無菌室

感染のリスクを最小限に抑えた部屋

無菌室はクリーンルームとも呼ばれており、高度なフィルターや特別な空調施設を使い部屋の中の空気を常に循環させています。これにより空気中の小さな粒子や微生物などの異物を排除して部屋の中の空気を清潔に保ちます。白血病やがんなどの治療のために強い抗癌剤を使う場合、白血球が著しく低下するため患者さんはとても感染しやすい状態です。この感染が命に関わることもあるためできるだけ感染リスクを抑えながら治療を行っていきます。しかし、無菌室で過ごすにはいくつかのルールがあります。菌の持ち込みを最小限に抑えるため、部屋にいる持ち込める物には限りがあり、消毒をしなければ部屋には入れられません。食事も制限があり生ものや、殺菌のされていない飲み物、加熱不可能な調理品などは食べられません。もちろん、食べきれなかった食事を取っておいて後で食べることはできません。小分けになっていない調味料も使用不可です。感染リスクを抑えるため無菌室での治療が必要な患者さんは基本的に1日中、部屋の中で過ごすことになり、部屋の外に出る場合はマスクの着用が不可欠です。食べられるもの、日々の行動にかなり制約がかかるため、無菌室での生活は患者さんへ大きな負担を与えます。無菌室はただ居ればよいという訳ではなく、さまざまなルールを守りながら生活を送らなければならない場所なのです。

薬剤師が使用する無菌室

無菌調剤を行う際にクリーンベンチなどを使用して調剤を行うことがあります。
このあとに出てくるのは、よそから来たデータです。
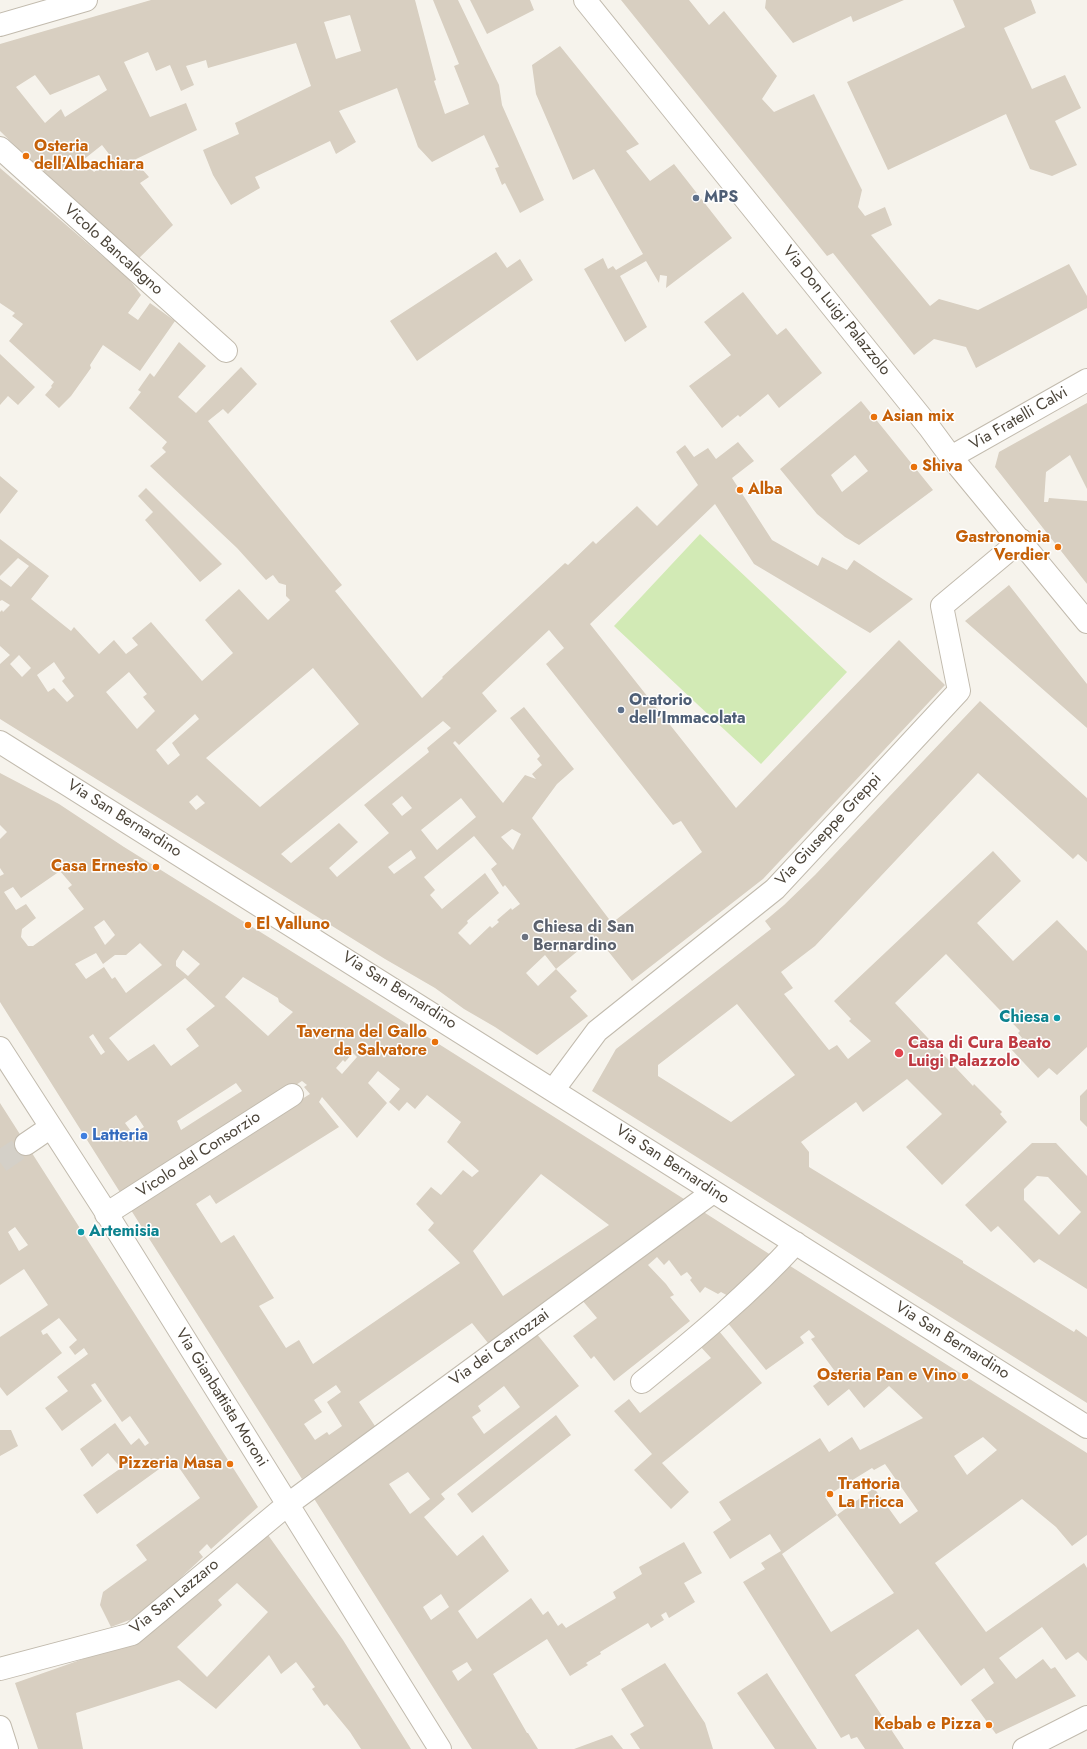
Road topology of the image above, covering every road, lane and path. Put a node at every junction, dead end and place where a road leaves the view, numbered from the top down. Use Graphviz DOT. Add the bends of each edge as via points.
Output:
graph roads {
  1 [pos="86,0"];
  2 [pos="585,0"];
  3 [pos="0,25"];
  4 [pos="0,148"];
  5 [pos="226,352"];
  6 [pos="1087,380"];
  7 [pos="951,457"];
  8 [pos="1021,540"];
  9 [pos="1087,622"];
  10 [pos="0,742"];
  11 [pos="0,1048"];
  12 [pos="554,1089"];
  13 [pos="292,1095"];
  14 [pos="51,1127"];
  15 [pos="26,1144"];
  16 [pos="713,1192"];
  17 [pos="106,1214"];
  18 [pos="796,1243"];
  19 [pos="642,1382"];
  20 [pos="1087,1427"];
  21 [pos="287,1504"];
  22 [pos="0,1669"];
  23 [pos="1087,1717"];
  24 [pos="0,1727"];
  25 [pos="7,1749"];
  26 [pos="440,1749"];
  27 [pos="1024,1749"];
  1 -- 3 [label="street"];
  2 -- 7 [label="street, Via Don Luigi Palazzolo"];
  4 -- 5 [label="street, Vicolo Bancalegno"];
  6 -- 7 [label="street, Via Fratelli Calvi"];
  7 -- 8 [label="street, Via Don Luigi Palazzolo"];
  8 -- 9 [label="street, Via Don Luigi Palazzolo"];
  8 -- 12 [label="street, Via Giuseppe Greppi" via="942,606 959,691 775,889 597,1031"];
  10 -- 12 [label="street, Via San Bernardino"];
  11 -- 14 [label="street, Via Gianbattista Moroni"];
  12 -- 16 [label="street, Via San Bernardino"];
  13 -- 17 [label="street, Vicolo del Consorzio"];
  14 -- 15 [label="street"];
  14 -- 17 [label="street, Via Gianbattista Moroni"];
  16 -- 18 [label="street, Via San Bernardino"];
  16 -- 21 [label="street, Via dei Carrozzai"];
  17 -- 21 [label="street, Via Gianbattista Moroni"];
  18 -- 19 [label="street" via="710,1327"];
  18 -- 20 [label="street, Via San Bernardino"];
  21 -- 22 [label="street, Via San Lazzaro" via="132,1634"];
  21 -- 26 [label="street, Via Gianbattista Moroni"];
  23 -- 27 [label="street"];
  24 -- 25 [label="street"];
}
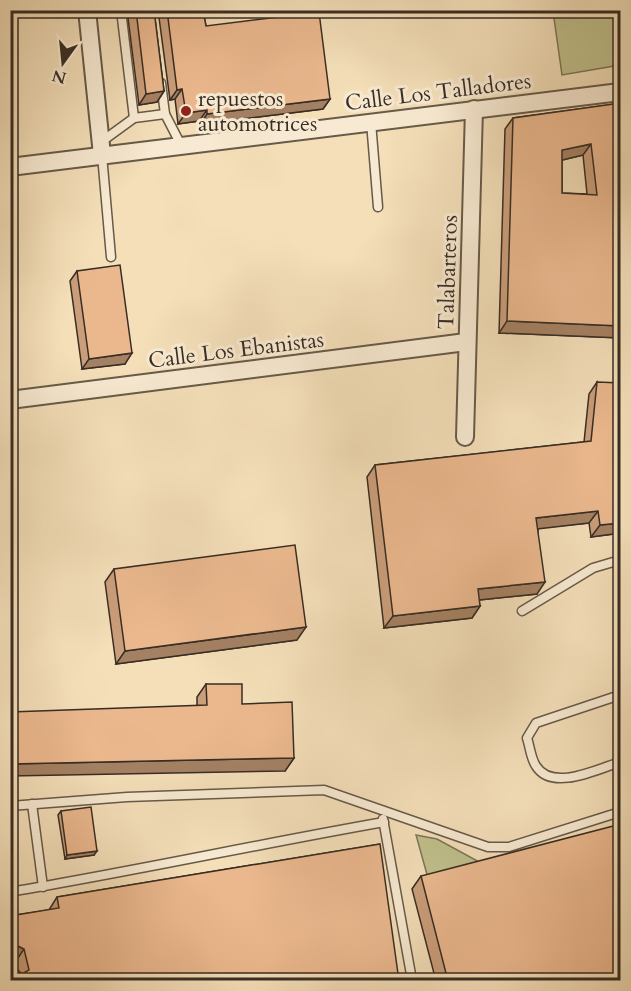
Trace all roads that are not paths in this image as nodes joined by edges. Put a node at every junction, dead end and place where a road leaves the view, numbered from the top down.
1 (87, 10) edge
2 (121, 10) edge
3 (159, 68) edge
4 (621, 92) edge
5 (474, 110) junction
6 (165, 114) junction
7 (134, 118) junction
8 (371, 122) junction
9 (181, 145) junction
10 (101, 149) junction
11 (10, 167) edge
12 (378, 207) dead end
13 (111, 257) dead end
14 (466, 342) junction
15 (10, 400) edge
16 (465, 437) dead end
17 (621, 560) edge
18 (522, 611) dead end
19 (621, 695) edge
20 (621, 762) edge
21 (32, 804) junction
22 (10, 806) edge
23 (381, 809) junction
24 (621, 812) edge
25 (384, 822) junction
26 (43, 887) junction
27 (10, 892) edge
28 (412, 981) edge

1 - 10 street
2 - 7 lane
3 - 6 lane
4 - 5 street, Calle Los Talladores
5 - 8 street, Calle Los Talladores
5 - 14 street, Talabarteros
6 - 7 lane
6 - 9 lane
7 - 10 lane
8 - 9 street, Calle Los Talladores
8 - 12 lane
9 - 10 street, Calle Los Talladores
10 - 11 street, Calle Los Talladores
10 - 13 lane
14 - 15 street, Calle Los Ebanistas
14 - 16 street, Talabarteros
17 - 18 lane
19 - 20 lane
21 - 22 lane
21 - 23 lane
21 - 26 lane
23 - 24 lane
23 - 25 lane
25 - 26 lane
25 - 28 lane
26 - 27 lane

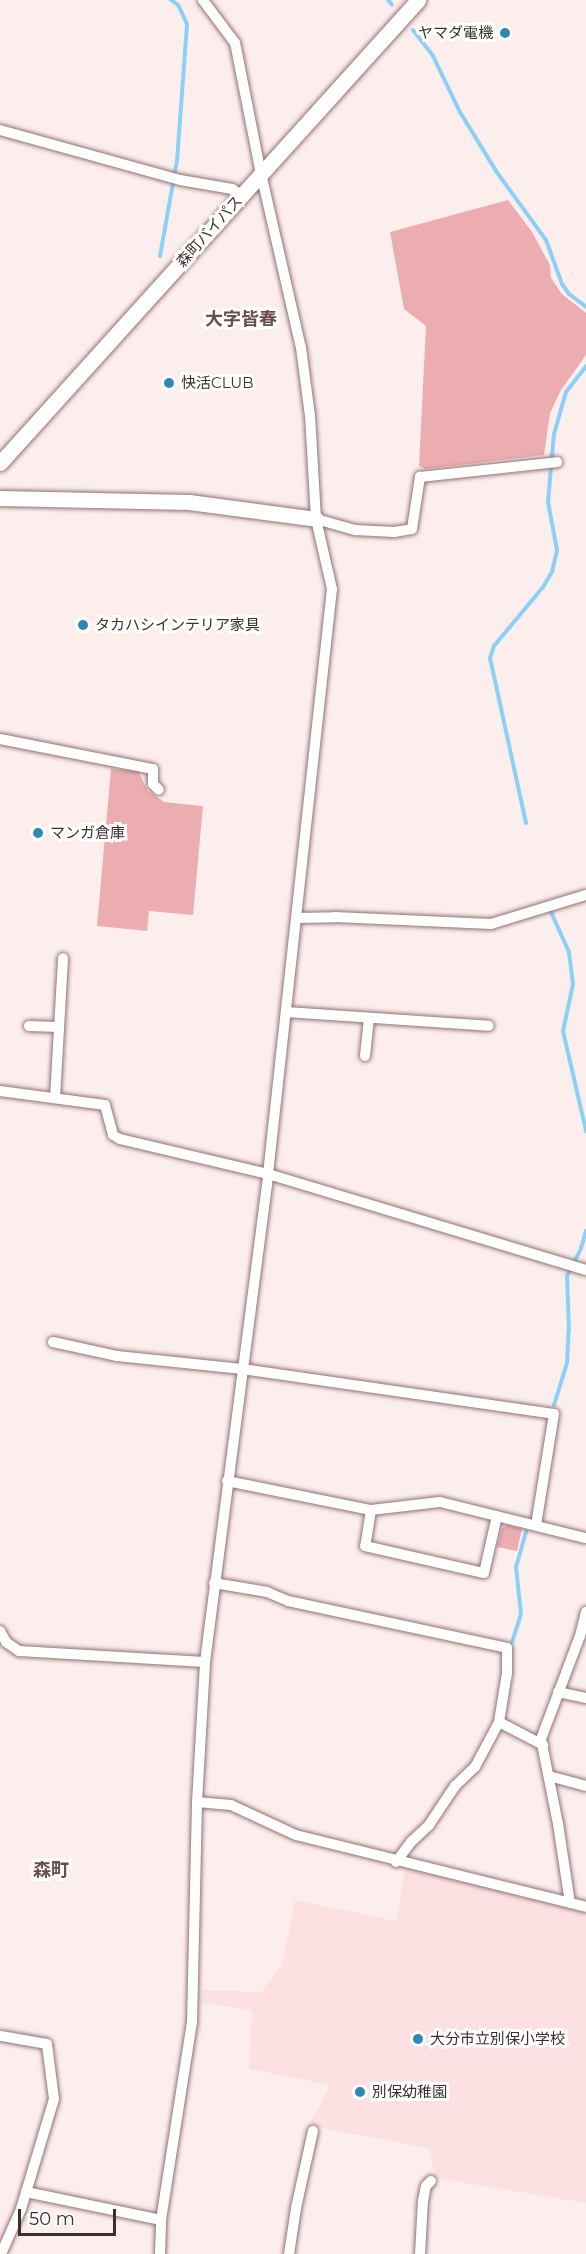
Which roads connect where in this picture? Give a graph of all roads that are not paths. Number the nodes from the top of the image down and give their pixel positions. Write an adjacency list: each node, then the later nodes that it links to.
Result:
1 (203, 0): 4 (street)
2 (418, 0): 4 (main road, 森町バイパス)
3 (0, 130): 5 (street)
4 (261, 174): 5 (main road, 森町バイパス); 9 (street)
5 (241, 195): 7 (main road, 森町バイパス)
6 (553, 462): 9 (street)
7 (0, 463)
8 (0, 498): 9 (main road)
9 (316, 519): 13 (street)
10 (0, 739): 11 (street)
11 (159, 790)
12 (586, 895): 13 (street)
13 (296, 918): 15 (street)
14 (63, 958): 19 (street)
15 (286, 1012): 16 (street); 23 (street)
16 (369, 1018): 18 (street); 20 (street)
17 (29, 1026): 19 (street)
18 (489, 1026)
19 (59, 1027): 22 (street)
20 (365, 1056)
21 (0, 1091): 22 (street)
22 (55, 1098): 23 (street)
23 (268, 1174): 24 (street); 26 (street)
24 (586, 1270)
25 (53, 1342): 26 (street)
26 (242, 1369): 27 (street); 30 (street)
27 (227, 1481): 28 (street); 32 (street)
28 (371, 1510): 29 (street); 29 (street)
29 (497, 1516): 30 (street)
30 (536, 1525): 31 (street)
31 (586, 1538)
32 (214, 1583): 35 (street); 38 (street)
33 (586, 1612): 36 (street)
34 (0, 1631): 35 (street)
35 (205, 1662): 42 (street)
36 (558, 1692): 37 (street); 39 (street)
37 (586, 1698)
38 (500, 1722): 39 (street); 43 (street)
39 (543, 1745): 40 (street)
40 (549, 1776): 41 (street); 44 (street)
41 (586, 1786)
42 (196, 1803): 43 (street); 50 (street)
43 (396, 1862): 44 (street)
44 (570, 1902): 45 (street)
45 (586, 1907)
46 (1, 2036): 49 (street)
47 (314, 2131): 53 (street)
48 (431, 2181): 54 (street)
49 (26, 2192): 50 (street); 51 (street)
50 (161, 2220): 52 (street)
51 (1, 2254)
52 (160, 2254)
53 (289, 2254)
54 (420, 2254)

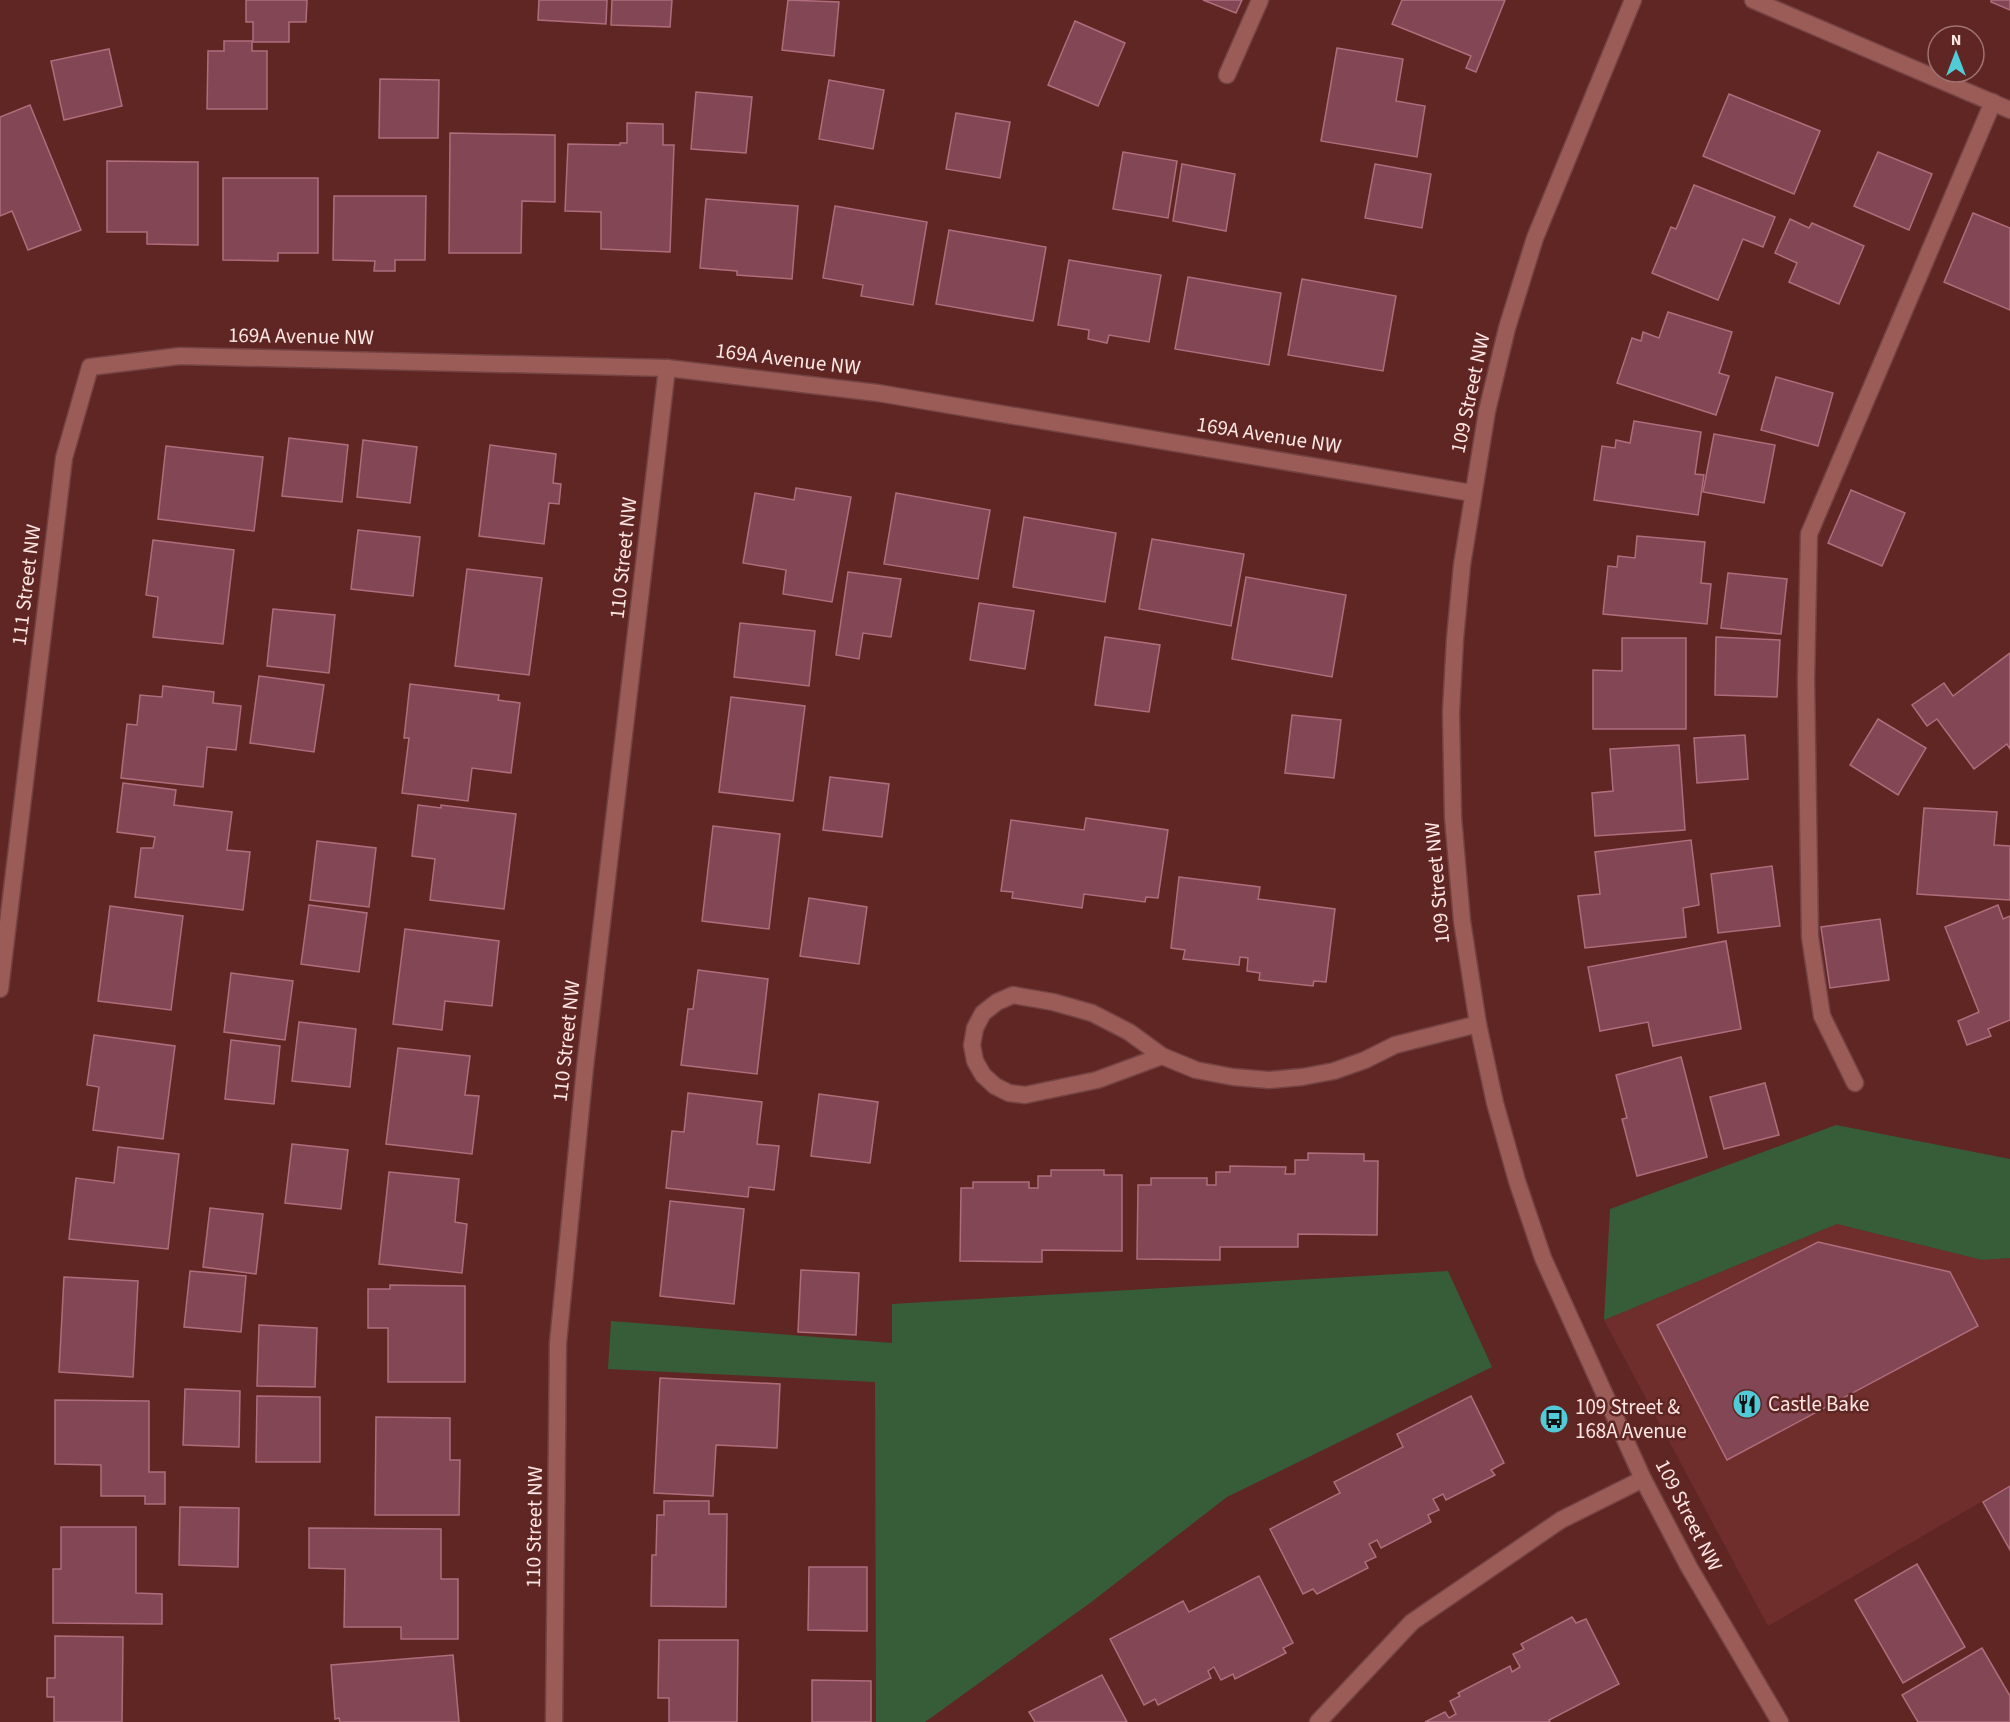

無菌調剤が必要なものには注射剤や輸液などがあり、これまでは無菌調剤室で調剤されていました。しかし、無菌調剤室の設置や維持にはかなりコストがかかります。そのため、一般的な調剤薬局に導入することはとても難しいことです。そこで調剤報酬の改定が行われ、クリーンベンチでの無菌調剤も可能となりました。クリーンベンチは、外部からの雑菌や埃などのコンタミネーションを防ぎ、無菌状態を保ちます。クリーンベンチの中は陽圧に保たれており内部の空気を常に外部に押し流しているので、雑菌などの侵入を防ぐことができるのです。クリーンベンチは無菌調剤室よりも安価とは言え、設置場所や周囲の環境にも気を配らなければなりません。また、薬剤師に無菌調剤を行える手技が備わっていることも条件となります。薬局内にクリーンベンチンを置いている所はまだ極わずかです。

在宅医療との関係

病院での治療が困難、または本人の意思により在宅で治療を受ける患者さんは増えつつあります。自宅で療養中の患者さんの中には高カロリー輸液やオピオイド注射薬が使用されることもあります。これらも調剤できる環境が整えられることで、より良い在宅医療を提供することができるようになります。病院では無菌調剤をする機会があると思いますが、調剤薬局では中々その機会はありません。無菌調剤の研修を行っている薬局もありますので、ぜひとも、調剤ができるようにしておきたいものです。